A band of strolling players in the old style, the company broke with tradition by working for the first time with a writer, and an English one at that. The adaptation of Carlo Collodi's original was the work of Peter Biddle, while director Martin Duncan of the Nottingham Playhouse cleverly harnessed the Kismet's technical inventiveness. The result was a delightful and frank insight into the business of stagecraft, and how the simplest of props, percussive sound effects and (in this case) rather elaborate costumes can be used to decorate and enhance the play.

Most of the set-pieces were enchantingly done, especially the birth of Pinocchio, in which Vittorio Cosentino's carrot-mopped Geppetto released his supine form from a block of wood like Frankenstein running volts through his monster.
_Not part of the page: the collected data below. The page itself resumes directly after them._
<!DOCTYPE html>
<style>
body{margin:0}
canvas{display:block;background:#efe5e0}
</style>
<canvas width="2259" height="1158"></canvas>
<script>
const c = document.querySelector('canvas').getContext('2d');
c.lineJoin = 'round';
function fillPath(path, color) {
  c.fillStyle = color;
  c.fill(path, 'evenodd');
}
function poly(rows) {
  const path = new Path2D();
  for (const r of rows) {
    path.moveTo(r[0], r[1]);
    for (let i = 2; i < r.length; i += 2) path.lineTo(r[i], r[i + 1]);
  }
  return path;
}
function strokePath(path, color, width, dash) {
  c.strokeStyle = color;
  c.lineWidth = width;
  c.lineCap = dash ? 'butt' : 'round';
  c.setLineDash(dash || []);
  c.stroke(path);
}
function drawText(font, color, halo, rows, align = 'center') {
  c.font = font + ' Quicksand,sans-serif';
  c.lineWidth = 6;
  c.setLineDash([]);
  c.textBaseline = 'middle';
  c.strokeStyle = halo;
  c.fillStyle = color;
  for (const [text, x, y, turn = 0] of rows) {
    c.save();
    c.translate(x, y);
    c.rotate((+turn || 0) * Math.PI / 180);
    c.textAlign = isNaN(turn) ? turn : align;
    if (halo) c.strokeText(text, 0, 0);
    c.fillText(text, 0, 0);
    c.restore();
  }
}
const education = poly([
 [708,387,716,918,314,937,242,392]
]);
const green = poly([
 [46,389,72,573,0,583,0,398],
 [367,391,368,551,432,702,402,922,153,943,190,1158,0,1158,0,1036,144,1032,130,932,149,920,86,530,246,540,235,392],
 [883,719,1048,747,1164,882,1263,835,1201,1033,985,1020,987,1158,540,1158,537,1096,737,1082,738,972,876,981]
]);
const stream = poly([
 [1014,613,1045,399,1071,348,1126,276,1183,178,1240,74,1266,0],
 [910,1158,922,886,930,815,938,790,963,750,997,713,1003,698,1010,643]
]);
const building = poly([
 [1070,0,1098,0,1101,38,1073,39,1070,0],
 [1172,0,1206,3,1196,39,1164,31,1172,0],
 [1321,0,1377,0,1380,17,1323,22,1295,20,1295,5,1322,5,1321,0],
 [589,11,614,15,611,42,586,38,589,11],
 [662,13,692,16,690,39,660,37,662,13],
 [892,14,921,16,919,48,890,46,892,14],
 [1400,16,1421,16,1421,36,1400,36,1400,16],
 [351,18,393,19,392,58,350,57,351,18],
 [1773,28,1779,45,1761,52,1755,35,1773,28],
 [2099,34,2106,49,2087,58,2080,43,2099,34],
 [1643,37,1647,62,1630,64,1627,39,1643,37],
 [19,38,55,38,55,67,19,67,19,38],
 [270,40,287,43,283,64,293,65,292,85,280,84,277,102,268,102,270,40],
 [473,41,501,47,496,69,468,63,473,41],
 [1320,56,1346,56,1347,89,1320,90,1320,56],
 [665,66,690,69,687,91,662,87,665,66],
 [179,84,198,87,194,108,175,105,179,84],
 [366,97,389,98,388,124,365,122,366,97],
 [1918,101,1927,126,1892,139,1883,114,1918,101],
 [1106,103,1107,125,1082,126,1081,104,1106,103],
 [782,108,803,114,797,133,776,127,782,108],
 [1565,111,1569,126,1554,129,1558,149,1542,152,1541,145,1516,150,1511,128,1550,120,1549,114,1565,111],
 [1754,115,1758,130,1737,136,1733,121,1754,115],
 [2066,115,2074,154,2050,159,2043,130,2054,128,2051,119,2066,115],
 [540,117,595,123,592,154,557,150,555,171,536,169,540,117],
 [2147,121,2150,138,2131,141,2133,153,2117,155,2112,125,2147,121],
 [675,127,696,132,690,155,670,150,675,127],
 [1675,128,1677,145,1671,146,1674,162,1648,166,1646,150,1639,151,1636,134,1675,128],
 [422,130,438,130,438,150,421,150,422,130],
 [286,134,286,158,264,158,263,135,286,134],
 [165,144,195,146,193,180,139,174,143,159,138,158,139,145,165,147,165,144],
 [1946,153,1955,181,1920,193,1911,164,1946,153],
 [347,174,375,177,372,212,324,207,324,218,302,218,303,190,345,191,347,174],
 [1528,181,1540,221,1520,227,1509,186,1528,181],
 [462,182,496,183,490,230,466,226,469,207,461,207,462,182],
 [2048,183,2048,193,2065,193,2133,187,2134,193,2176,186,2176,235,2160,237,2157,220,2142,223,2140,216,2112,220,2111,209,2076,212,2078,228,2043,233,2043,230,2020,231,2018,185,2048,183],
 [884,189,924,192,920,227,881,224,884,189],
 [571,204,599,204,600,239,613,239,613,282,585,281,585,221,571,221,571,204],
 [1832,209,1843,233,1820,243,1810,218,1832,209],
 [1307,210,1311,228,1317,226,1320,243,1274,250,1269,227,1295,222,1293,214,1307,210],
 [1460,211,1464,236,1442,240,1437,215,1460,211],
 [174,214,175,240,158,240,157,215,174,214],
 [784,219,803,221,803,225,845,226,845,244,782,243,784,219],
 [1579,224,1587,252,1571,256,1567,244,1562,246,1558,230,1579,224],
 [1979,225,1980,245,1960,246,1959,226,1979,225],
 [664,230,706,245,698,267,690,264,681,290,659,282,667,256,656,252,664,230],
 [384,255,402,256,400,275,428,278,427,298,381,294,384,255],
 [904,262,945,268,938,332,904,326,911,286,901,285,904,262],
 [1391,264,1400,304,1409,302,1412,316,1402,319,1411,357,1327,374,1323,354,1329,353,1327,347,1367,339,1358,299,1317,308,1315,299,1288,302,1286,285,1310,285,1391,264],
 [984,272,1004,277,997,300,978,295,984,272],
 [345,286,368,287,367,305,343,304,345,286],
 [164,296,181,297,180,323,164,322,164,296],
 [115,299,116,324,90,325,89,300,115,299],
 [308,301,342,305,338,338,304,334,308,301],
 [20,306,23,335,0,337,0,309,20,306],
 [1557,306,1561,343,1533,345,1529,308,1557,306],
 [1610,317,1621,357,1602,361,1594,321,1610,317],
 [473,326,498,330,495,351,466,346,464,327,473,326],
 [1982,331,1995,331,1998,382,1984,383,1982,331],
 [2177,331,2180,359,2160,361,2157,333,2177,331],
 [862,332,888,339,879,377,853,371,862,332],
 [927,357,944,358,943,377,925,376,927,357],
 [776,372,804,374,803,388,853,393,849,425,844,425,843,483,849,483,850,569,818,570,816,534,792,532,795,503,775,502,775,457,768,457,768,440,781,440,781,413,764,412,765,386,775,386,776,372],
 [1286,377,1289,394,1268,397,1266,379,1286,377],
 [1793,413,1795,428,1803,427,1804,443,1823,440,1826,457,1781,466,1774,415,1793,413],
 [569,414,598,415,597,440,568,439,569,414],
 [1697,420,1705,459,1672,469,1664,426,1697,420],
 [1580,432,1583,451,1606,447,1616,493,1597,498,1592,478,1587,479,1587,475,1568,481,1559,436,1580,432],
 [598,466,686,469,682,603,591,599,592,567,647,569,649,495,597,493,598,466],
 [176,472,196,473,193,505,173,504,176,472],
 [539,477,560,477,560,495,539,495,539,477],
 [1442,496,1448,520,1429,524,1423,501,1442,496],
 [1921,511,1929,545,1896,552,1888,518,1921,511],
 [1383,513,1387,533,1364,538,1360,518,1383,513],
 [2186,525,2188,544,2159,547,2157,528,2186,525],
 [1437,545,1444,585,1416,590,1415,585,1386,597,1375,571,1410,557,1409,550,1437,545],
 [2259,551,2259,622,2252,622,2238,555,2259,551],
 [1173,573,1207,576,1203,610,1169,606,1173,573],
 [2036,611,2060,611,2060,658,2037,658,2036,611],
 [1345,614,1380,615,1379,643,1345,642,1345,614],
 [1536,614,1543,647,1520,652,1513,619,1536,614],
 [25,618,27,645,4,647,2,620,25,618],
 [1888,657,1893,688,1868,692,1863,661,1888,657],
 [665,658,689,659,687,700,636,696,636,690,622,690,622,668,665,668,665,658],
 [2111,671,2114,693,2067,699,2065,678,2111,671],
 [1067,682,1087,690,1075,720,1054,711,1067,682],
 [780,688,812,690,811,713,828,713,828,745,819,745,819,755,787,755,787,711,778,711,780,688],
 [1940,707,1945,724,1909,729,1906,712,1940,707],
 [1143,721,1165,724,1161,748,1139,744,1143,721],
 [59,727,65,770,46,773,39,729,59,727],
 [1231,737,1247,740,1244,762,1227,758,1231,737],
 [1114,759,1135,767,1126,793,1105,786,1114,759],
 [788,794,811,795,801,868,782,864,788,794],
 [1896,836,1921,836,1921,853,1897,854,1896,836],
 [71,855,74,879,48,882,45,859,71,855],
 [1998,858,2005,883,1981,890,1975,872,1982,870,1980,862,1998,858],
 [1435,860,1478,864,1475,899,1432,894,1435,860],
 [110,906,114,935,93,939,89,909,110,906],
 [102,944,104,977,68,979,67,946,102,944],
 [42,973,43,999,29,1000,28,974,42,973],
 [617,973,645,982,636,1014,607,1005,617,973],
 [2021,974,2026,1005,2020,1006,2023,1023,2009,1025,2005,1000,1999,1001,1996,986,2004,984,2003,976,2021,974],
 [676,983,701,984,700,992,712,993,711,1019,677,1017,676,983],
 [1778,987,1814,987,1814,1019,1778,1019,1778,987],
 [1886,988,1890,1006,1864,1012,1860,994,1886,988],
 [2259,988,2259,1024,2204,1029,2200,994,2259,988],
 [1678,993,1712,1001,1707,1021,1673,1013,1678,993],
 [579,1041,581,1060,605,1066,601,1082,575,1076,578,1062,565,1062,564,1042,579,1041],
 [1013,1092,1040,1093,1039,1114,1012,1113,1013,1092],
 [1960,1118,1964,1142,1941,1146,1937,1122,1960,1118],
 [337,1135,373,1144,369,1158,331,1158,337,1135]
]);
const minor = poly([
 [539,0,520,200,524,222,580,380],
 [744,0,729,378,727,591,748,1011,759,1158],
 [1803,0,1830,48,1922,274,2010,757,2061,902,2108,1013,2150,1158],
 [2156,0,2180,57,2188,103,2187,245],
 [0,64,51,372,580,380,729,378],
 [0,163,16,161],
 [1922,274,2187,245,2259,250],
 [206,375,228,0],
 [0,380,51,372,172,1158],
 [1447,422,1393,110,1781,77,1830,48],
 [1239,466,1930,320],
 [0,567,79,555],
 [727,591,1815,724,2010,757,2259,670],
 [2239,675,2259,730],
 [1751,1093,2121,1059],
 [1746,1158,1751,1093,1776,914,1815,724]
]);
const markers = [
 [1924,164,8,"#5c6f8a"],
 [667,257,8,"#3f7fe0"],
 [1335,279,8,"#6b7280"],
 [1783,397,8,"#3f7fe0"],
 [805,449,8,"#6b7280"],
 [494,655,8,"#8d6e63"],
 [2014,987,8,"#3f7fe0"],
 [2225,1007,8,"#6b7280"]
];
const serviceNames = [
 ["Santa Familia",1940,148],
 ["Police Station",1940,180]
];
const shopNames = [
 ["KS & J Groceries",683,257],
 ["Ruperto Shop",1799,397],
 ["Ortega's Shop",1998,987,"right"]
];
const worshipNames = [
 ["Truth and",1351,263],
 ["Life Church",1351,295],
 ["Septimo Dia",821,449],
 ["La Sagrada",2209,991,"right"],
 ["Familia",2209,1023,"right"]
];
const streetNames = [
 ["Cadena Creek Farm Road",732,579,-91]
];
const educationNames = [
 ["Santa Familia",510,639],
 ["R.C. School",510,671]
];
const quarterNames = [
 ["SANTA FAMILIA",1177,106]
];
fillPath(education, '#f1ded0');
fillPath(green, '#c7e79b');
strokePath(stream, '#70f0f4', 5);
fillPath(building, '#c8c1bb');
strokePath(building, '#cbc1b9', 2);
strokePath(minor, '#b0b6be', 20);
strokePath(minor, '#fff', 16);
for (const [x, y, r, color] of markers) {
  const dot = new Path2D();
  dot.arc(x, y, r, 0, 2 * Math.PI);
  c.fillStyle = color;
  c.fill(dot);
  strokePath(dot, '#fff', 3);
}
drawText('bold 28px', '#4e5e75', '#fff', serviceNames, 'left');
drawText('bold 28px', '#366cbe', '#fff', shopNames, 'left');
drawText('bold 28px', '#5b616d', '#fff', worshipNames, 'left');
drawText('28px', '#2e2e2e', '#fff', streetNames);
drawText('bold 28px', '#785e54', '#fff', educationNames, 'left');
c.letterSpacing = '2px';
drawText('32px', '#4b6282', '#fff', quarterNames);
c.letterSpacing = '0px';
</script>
In a witty pun available to adults only, the arrival of the interval left things literally in suspense, as Pinocchio dangled perilously from a noose.

The show was aimed at children from six up: any younger and they wouldn't have benefited from the education stitched seamlessly into the entertainment. When Monica Contini's raucous Pinocchio was robbed by the cat and the fox, it was presented as his come-uppance for not attending school; and the blue fairy overcame his refusal to take his medicine by ushering on a couple of scary ghouls in black crepe and top hats.

Teatro Kismet combine the language of the country where they're performing with Italian, so that most of the dialogue contains its own subtitles. It would be a disturbing six-year-old who could follow all the speech, but most children would have picked up on the texture of Italian. They certainly would have understood that the tale of Pinocchio once had a life away from cartoons, and still does.